# Model Experiments

In this notebook, we will experiment with different machine learning models and their configurations using the Australian Student Performance dataset.

In [1]:
# Import necessary libraries
import sys
import os

sys.path.append(os.path.abspath('..'))

import pandas as pd
import numpy as np
from sklearn.model_selection import train_test_split, cross_val_score
from sklearn.metrics import accuracy_score, classification_report
from src.data.loader import load_data
from src.data.cleaning import clean_data, one_hot_encode
from src.data.balancing import balance_dataset
from src.data.split import split_data
from src.models.model_factory import create_model
from src.training.trainer import Trainer
from src.evaluation.evaluate import evaluate_model


In [2]:
# Load and clean the data
data = load_data('../data/raw/Australian_Student_PerformanceData (ASPD24).csv')
cleaned_data = clean_data(data)
performance = cleaned_data['Performance']
cleaned_data = cleaned_data.drop('Performance', axis=1)
cleaned_data = one_hot_encode(cleaned_data)
cleaned_data['Performance'] = performance
print(cleaned_data.columns)

Index(['Student ID', 'University ID', 'Age', 'Year of Study', 'GPA',
       'High School GPA', 'Entrance Exam Score', 'Attendance Rate',
       'Participation in Extracurricular Activities', 'Part-time Job',
       'Hours of Study per Week', 'Family Income',
       'Distance from Home to University', 'Internet Access at Home',
       'Library Usage', 'Access to Academic Resources', 'Scholarship',
       'Financial Aid', 'Tutor Support', 'Counseling Services',
       'Hours of Sleep per Night', 'Exercise Frequency', 'Peer Support',
       'Use of Online Learning Platforms', 'Project/Assignment Scores',
       'Midterm Exam Scores', 'Final Exam Scores',
       'Attendance at Office Hours', 'Group Work Participation',
       'Research Involvement', 'Internship Experience', 'Peer Reviews',
       'Academic Advising', 'Core Course Average',
       'Extracurricular Participation', 'Peer Evaluations',
       'University Name_University B', 'University Name_University C',
       'Gender_M', 'M

In [3]:
# Balance and split the data
balanced_data = balance_dataset(cleaned_data, target_column='Performance')
train_data, val_data, test_data = split_data(balanced_data)
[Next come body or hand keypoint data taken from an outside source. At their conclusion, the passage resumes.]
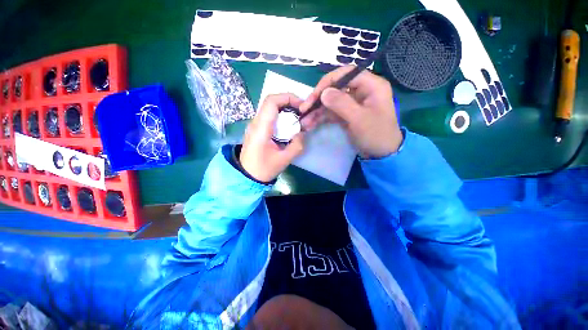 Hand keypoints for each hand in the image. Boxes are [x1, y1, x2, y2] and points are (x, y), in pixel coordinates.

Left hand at [239, 93, 304, 182]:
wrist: (247, 176)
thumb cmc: (263, 169)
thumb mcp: (284, 160)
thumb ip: (296, 145)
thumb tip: (303, 132)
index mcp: (261, 128)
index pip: (271, 101)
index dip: (288, 98)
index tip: (301, 106)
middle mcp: (256, 122)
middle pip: (271, 102)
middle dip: (289, 102)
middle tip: (302, 112)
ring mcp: (255, 125)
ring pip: (270, 108)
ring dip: (286, 109)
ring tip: (298, 118)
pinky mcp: (257, 129)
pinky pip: (270, 116)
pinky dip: (281, 116)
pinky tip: (289, 125)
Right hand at [300, 66, 402, 158]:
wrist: (381, 155)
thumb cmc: (376, 135)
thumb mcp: (359, 119)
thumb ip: (341, 103)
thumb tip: (324, 92)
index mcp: (371, 85)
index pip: (346, 73)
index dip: (329, 82)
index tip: (315, 95)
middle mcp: (361, 91)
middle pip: (335, 87)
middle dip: (319, 99)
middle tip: (304, 109)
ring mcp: (353, 103)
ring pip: (331, 101)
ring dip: (317, 111)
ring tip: (305, 122)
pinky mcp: (347, 114)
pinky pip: (331, 112)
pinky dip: (321, 117)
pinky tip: (311, 124) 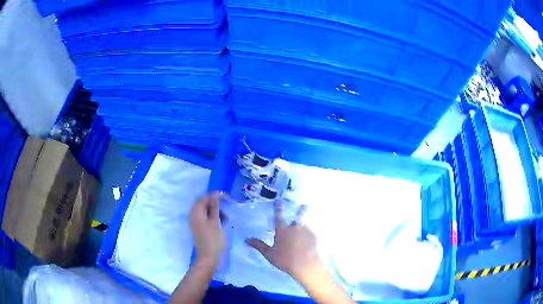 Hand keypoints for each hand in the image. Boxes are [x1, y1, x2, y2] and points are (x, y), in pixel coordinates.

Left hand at [190, 191, 227, 264]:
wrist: (208, 257)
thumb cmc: (213, 239)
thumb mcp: (216, 221)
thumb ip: (215, 207)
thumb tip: (215, 195)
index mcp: (196, 212)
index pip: (204, 197)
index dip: (215, 195)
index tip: (227, 196)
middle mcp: (193, 214)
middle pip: (204, 203)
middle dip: (215, 203)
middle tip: (227, 206)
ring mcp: (195, 221)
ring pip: (205, 210)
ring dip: (215, 211)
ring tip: (225, 218)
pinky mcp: (198, 227)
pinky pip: (205, 217)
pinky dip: (213, 217)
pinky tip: (221, 222)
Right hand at [246, 202, 320, 280]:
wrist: (305, 265)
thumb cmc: (285, 260)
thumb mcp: (269, 254)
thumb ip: (259, 245)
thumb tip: (246, 240)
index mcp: (282, 230)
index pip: (279, 216)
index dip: (278, 207)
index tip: (279, 199)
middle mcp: (295, 228)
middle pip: (298, 216)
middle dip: (301, 209)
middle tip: (304, 204)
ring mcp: (306, 231)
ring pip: (304, 225)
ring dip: (304, 225)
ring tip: (304, 228)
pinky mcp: (314, 237)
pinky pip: (310, 233)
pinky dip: (308, 235)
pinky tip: (308, 242) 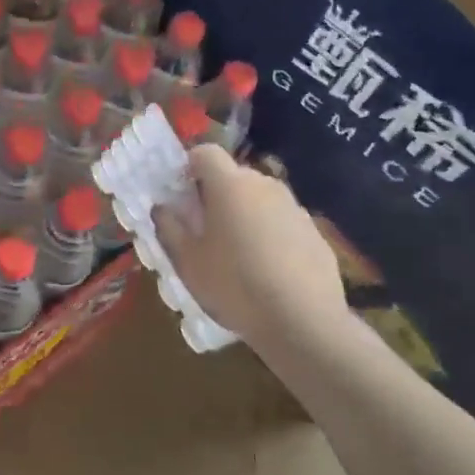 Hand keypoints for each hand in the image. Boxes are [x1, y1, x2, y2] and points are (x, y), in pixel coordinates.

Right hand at [155, 144, 345, 346]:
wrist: (302, 321)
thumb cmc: (234, 285)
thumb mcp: (187, 262)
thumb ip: (169, 227)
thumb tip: (161, 207)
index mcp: (229, 185)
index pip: (205, 152)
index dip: (189, 166)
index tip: (181, 193)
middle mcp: (264, 185)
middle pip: (233, 175)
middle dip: (216, 193)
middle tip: (204, 228)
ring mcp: (294, 206)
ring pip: (259, 198)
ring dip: (244, 213)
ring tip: (236, 252)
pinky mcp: (314, 230)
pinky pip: (281, 220)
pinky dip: (270, 233)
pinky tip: (267, 268) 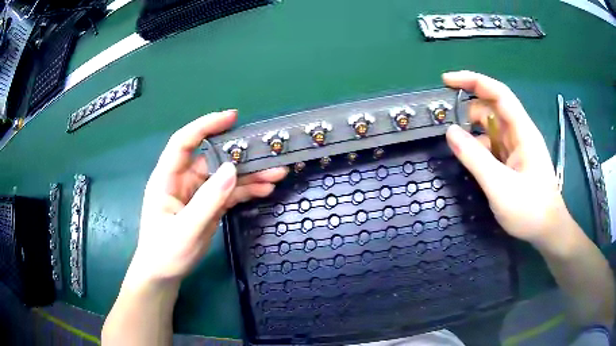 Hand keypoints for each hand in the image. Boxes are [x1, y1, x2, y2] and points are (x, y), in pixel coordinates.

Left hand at [127, 110, 286, 284]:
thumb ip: (208, 200)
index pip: (184, 142)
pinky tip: (265, 189)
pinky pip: (229, 193)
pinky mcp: (207, 206)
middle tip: (268, 153)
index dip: (205, 126)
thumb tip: (232, 169)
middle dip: (240, 156)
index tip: (231, 118)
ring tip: (276, 174)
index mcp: (167, 179)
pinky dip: (246, 191)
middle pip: (213, 159)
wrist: (163, 275)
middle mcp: (183, 181)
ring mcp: (197, 194)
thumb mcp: (186, 229)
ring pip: (225, 176)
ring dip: (249, 175)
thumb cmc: (165, 252)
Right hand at [443, 71, 567, 248]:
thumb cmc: (530, 210)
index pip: (498, 93)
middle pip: (492, 108)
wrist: (548, 231)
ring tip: (456, 145)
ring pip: (492, 128)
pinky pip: (493, 146)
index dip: (473, 81)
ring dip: (473, 131)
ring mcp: (517, 148)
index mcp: (522, 131)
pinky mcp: (514, 161)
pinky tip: (471, 161)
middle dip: (469, 109)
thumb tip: (450, 131)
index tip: (447, 81)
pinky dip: (479, 147)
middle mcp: (520, 134)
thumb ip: (475, 158)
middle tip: (447, 122)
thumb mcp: (500, 187) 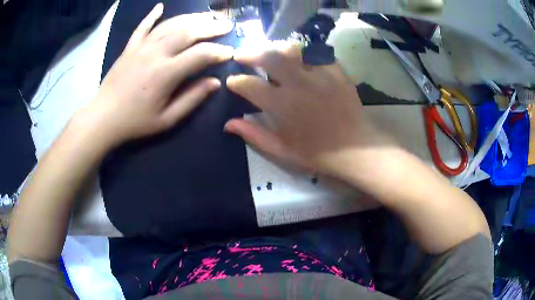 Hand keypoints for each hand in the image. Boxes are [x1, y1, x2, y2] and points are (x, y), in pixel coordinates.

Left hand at [74, 4, 233, 146]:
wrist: (103, 118)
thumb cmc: (135, 122)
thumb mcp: (167, 119)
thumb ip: (192, 99)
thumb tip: (215, 82)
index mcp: (166, 73)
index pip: (200, 54)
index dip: (219, 51)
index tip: (231, 52)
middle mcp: (156, 53)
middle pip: (188, 32)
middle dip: (211, 27)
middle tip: (227, 25)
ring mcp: (141, 47)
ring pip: (170, 25)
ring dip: (190, 18)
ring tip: (206, 16)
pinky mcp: (130, 48)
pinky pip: (142, 27)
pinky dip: (152, 15)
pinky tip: (160, 6)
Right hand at [225, 43, 393, 178]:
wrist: (355, 148)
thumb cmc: (317, 153)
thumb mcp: (282, 150)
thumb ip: (254, 135)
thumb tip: (228, 124)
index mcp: (282, 105)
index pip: (250, 85)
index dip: (236, 81)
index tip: (232, 81)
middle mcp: (297, 84)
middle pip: (268, 57)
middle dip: (249, 53)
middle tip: (241, 54)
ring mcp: (319, 74)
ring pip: (292, 49)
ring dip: (275, 47)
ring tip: (268, 50)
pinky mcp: (336, 70)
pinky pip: (316, 52)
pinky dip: (303, 51)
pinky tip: (298, 55)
Original dataset shape: Counter({'Satisfactory': 23996, 'Needs Improvement': 20260, 'Good': 16050, 'Poor': 11967, 'Excellent': 8017})
Balanced dataset shape: Counter({'Satisfactory': 23996, 'Needs Improvement': 23996, 'Good': 23996, 'Excellent': 23996, 'Poor': 23996})


In [None]:
# Experiment with different models
models = ['logistic_regression', 'decision_tree', 'random_forest', 'svm']
results = {}

for model_name in models:
    model = create_model(model_name)
    X_train = train_data.drop('Performance', axis=1)
    y_train = train_data['Performance']
    model.fit(X_train, y_train)
    val_predictions = model.predict(val_data.drop('Performance', axis=1))
    accuracy = accuracy_score(val_data['Performance'], val_predictions)
    results[model_name] = accuracy
    print(f'{model_name} Accuracy: {accuracy}')


logistic_regression Accuracy: 0.20032387121356449
decision_tree Accuracy: 0.2803867403314917
random_forest Accuracy: 0.3836445037149933


In [None]:
# Evaluate the best model on the test set
best_model_name = max(results, key=results.get)
best_model = create_model(best_model_name)
train_model(best_model, train_data)
test_predictions = best_model.predict(test_data.drop('target', axis=1))
test_report = classification_report(test_data['target'], test_predictions)
print(f'Best Model: {best_model_name}')
print(test_report)